Hello list,
I built an email system using a proxy / director pair (IMAP, POP3, LMTP) and a backend pair.
To have an HA system, I would like to understand if it is better to use an NFS export or replication to save emails and index files
NFS is provided by a NAS (in HA), while for replication I would use the local backend disks
Which of the two systems is more reliable? Are there any drawbacks for one or the other?
Thanks, Andrea
--
Buy a Pentium 586/200 so you can reboot faster.
TIM San Marino S.p.A. Andrea Gabellini Engineering R&D TIM San Marino S.p.A. - https://www.telecomitalia.sm Via Ventotto Luglio, 212 - Piano -2 47893 - Borgo Maggiore - Republic of San Marino Tel: (+378) 0549 886237 Fax: (+378) 0549 886188
-- Informativa Privacy
Questa email ha per destinatari dei contatti presenti negli archivi di TIM San Marino S.p.A.. Tutte le informazioni vengono trattate e tutelate nel rispetto della normativa vigente sulla protezione dei dati personali (Reg. EU 2016/679). Per richiedere informazioni e/o variazioni e/o la cancellazione dei vostri dati presenti nei nostri archivi potete inviare una email a privacy@telecomitalia.sm.
Avviso di Riservatezza
Il contenuto di questa e-mail e degli eventuali allegati e' strettamente confidenziale e destinato alla/e persona/e a cui e' indirizzato. Se avete ricevuto per errore questa e-mail, vi preghiamo di segnalarcelo immediatamente e di cancellarla dal vostro computer. E' fatto divieto di copiare e divulgare il contenuto di questa e-mail. Ogni utilizzo abusivo delle informazioni qui contenute da parte di persone terze o comunque non indicate nella presente e-mail potra' essere perseguito ai sensi di legge.

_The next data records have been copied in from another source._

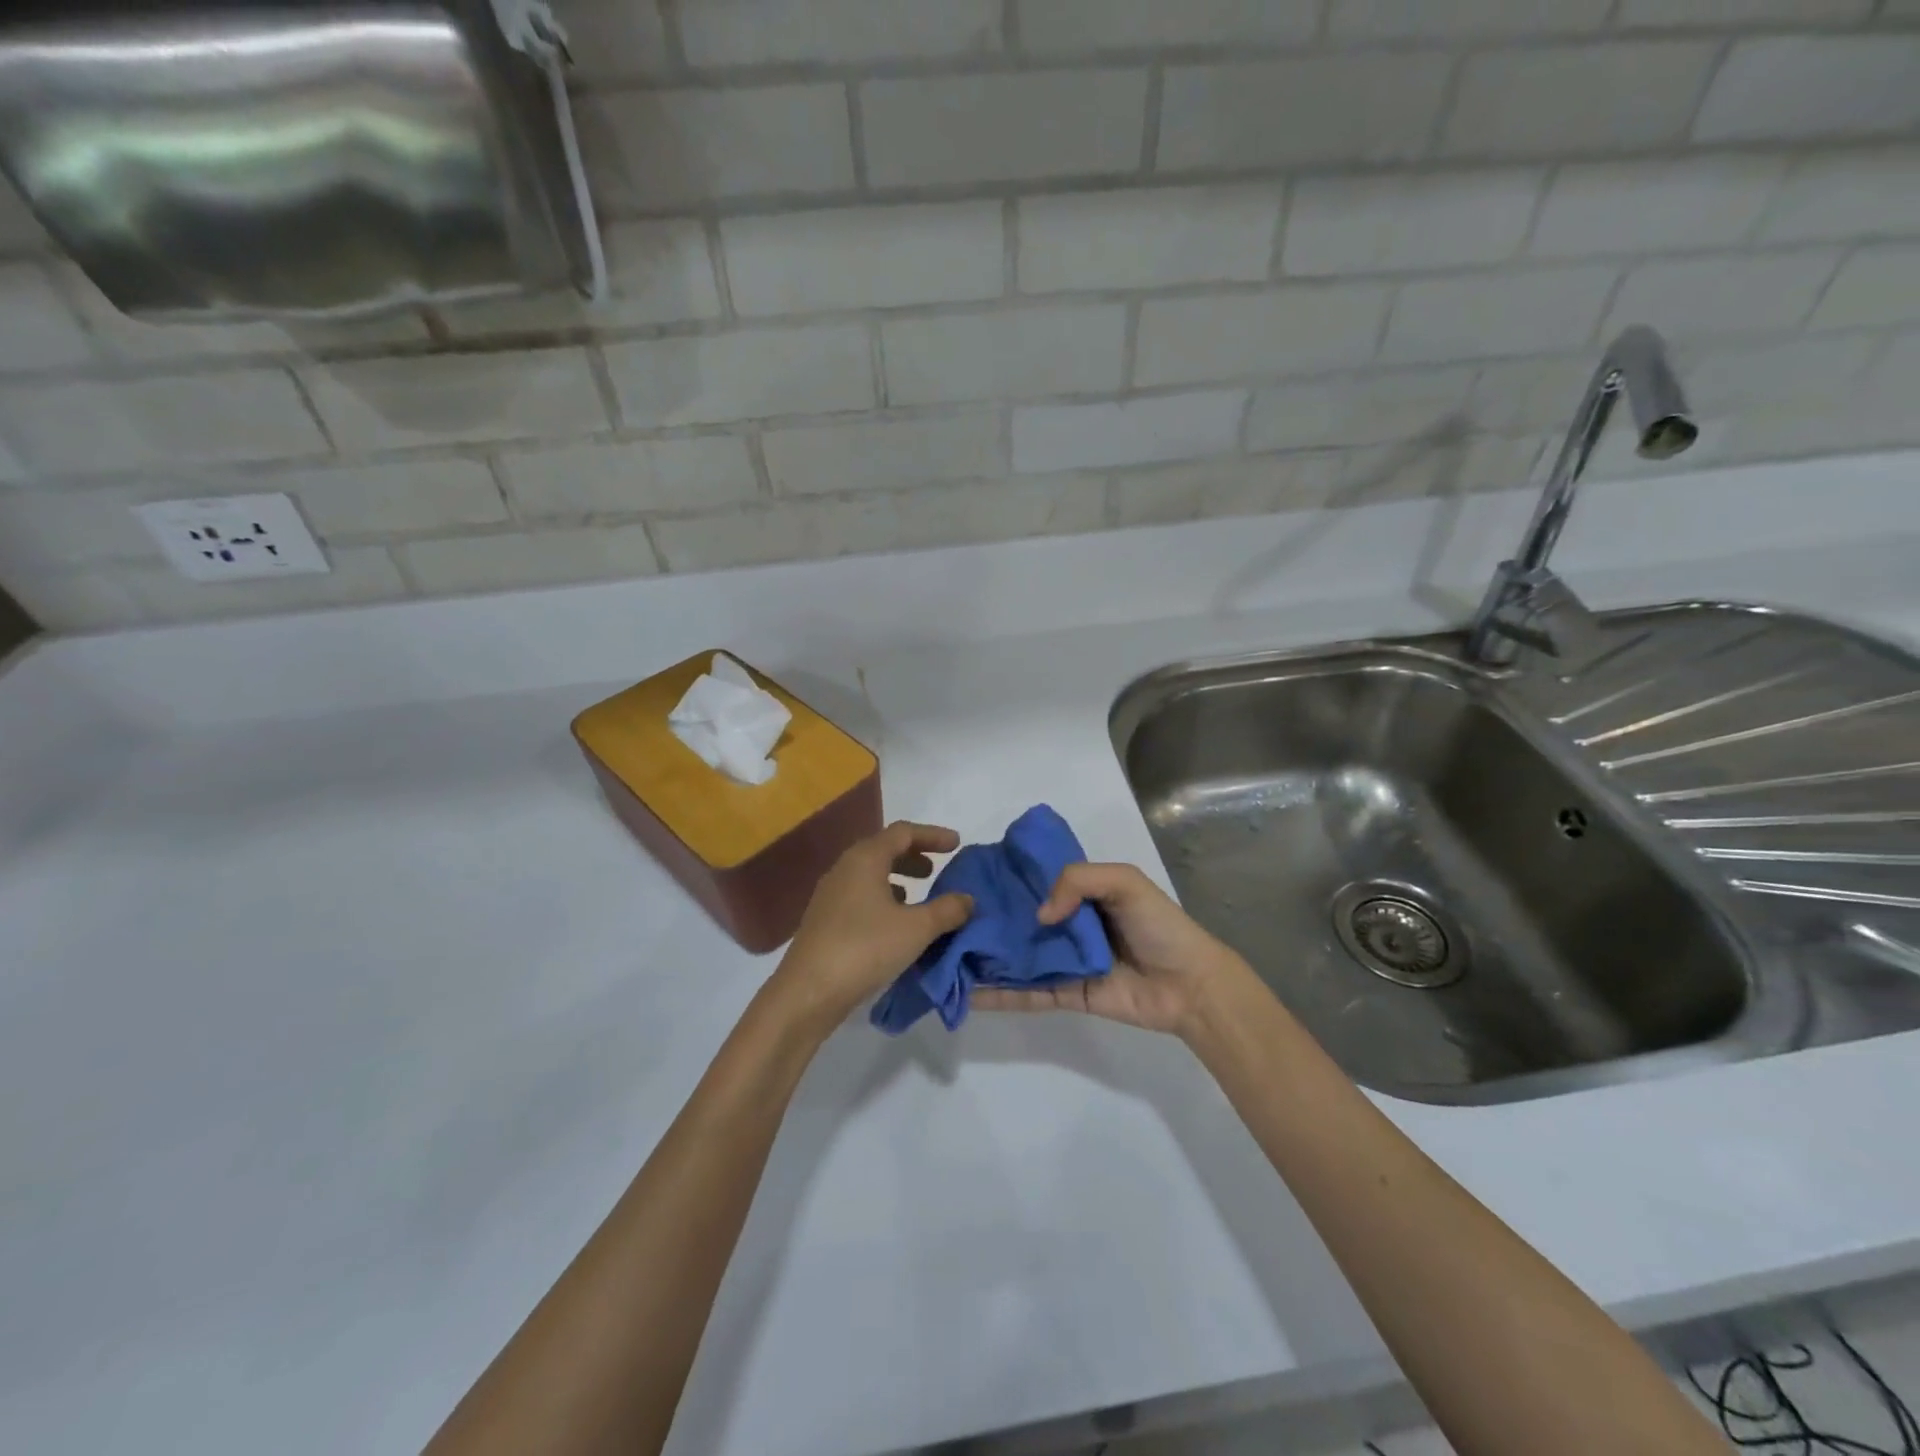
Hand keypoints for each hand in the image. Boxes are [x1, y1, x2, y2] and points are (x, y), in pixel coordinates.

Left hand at [771, 821, 973, 1026]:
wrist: (807, 991)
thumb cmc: (865, 948)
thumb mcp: (917, 929)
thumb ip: (947, 910)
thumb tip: (968, 899)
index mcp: (866, 858)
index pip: (903, 832)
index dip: (932, 835)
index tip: (956, 844)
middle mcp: (845, 868)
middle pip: (883, 849)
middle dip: (914, 855)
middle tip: (938, 868)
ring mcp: (830, 894)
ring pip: (870, 873)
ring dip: (898, 878)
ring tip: (919, 895)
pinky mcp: (825, 919)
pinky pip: (860, 894)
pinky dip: (883, 897)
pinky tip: (894, 921)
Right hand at [972, 862, 1249, 1036]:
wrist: (1191, 985)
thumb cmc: (1159, 926)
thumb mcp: (1124, 882)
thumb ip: (1077, 881)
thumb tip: (1039, 916)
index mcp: (1082, 894)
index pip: (1036, 881)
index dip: (1007, 879)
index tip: (971, 876)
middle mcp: (1068, 925)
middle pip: (1021, 921)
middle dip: (989, 920)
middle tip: (946, 919)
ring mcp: (1065, 961)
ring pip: (1019, 957)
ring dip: (987, 957)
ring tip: (946, 956)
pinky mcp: (1067, 994)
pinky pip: (1029, 992)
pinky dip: (1000, 994)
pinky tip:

On Jul 15, 2020, at 12:33 PM, Andrea Gabellini <andrea.gabellini@telecomitalia.sm> wrote:
Hello list,
I built an email system using a proxy / director pair (IMAP, POP3, LMTP) and a backend pair.
To have an HA system, I would like to understand if it is better to use an NFS export or replication to save emails and index files
NFS is provided by a NAS (in HA), while for replication I would use the local backend disks
Which of the two systems is more reliable? Are there any drawbacks for one or the other?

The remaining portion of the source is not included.